No, Torres does not want to talk right now, his agent told me. Not in public. The person quoted here is Michael Robinson, a retired footballer who knows Torres and who, by reliving sensations from his own past, offers a likely glimpse of the torments that have assailed the 27-year-old Spaniard for the greater part of these past 12 months. Robinson was recalling what he himself went through after he was bought in 1983 by Torres’ previous club, Liverpool, for what was then the impressive sum of £250,000. His job was also to score goals but Robinson, who ended his footballing career in Spain, went eight games without finding the back of the net. Then he did score, and then he scored again, and again, and in his first season Liverpool won the game’s most coveted “double”, the English championship and the European Cup.

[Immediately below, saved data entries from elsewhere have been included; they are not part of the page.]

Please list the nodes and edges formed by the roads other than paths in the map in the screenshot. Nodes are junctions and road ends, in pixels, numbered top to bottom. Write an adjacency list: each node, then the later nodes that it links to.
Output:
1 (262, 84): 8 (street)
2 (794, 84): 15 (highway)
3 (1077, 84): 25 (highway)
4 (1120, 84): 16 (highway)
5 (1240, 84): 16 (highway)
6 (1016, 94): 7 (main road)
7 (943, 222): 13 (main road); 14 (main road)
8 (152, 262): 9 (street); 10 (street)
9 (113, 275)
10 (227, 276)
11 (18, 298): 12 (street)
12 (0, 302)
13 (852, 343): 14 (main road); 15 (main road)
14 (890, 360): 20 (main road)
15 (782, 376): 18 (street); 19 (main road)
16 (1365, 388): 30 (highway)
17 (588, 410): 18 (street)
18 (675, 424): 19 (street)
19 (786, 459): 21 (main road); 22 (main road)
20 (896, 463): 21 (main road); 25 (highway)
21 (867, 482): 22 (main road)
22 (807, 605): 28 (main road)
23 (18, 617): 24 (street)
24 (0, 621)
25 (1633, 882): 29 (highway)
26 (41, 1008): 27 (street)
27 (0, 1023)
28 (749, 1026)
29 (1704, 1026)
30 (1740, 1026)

No such luck for Torres. Nothing in his career foreshadowed such a slump. Signed by Atlético Madrid, one of Spain’s six biggest clubs, when he was 11, he made good on his early promise by making his debut in the first team at the age of 17. Mature far beyond his years, he was named team captain two years later, when he also made his debut for the Spanish national team. That was in 2003. Four years later, Liverpool signed him. Adapting admirably to the rough and tumble of Premier League football, he quickly came to be regarded by the English cognoscenti as the complete centre forward: tall, lithe, elegant, whippet fast, positionally canny, strong in the air and as lethal a goal-scorer with his left foot as with his right. In June 2008 he scored the winning goal for Spain against Germany in the final of the European championships. In January 2011, fatefully, he left Liverpool for Chelsea.
Since then, the dreaded chant “What a waste of money!” has reverberated around every away stadium where he has shown his face. The newspapers shriek “Torres: the worst transfer ever!” and remind him almost daily of how many minutes – over a thousand by mid-February – he has gone without scoring. The Chelsea fans have stuck stubbornly by him, which Torres has said is his biggest incentive to start scoring again. But that is a burden too. As for his coach, André Villas-Boas, a recent remark might have sounded to Torres’ ears more like a kiss of death than a vote of confidence. “We still believe in the player,” he said. “But he is taking his time.”
Things began to fall apart for Torres after he underwent a knee operation in January 2010, while still at Liverpool. Not fully match fit, he forced himself to play in the World Cup in South Africa in June that year. Spain were the favourites to win the competition and he was by far the most globally celebrated player in the team. Many anticipated that he would be the star of the tournament. He wasn’t. He failed to score and he played miserably. On as a substitute towards the end of the final, which Spain won, he had to leave the pitch within minutes with a groin injury. Torres hobbled around the pitch during the post-match celebration but he wore what seemed to be a wan smile on his face. He knew, as well as everybody in the world watching, that Spain had been crowned champions not because of him, but despite him.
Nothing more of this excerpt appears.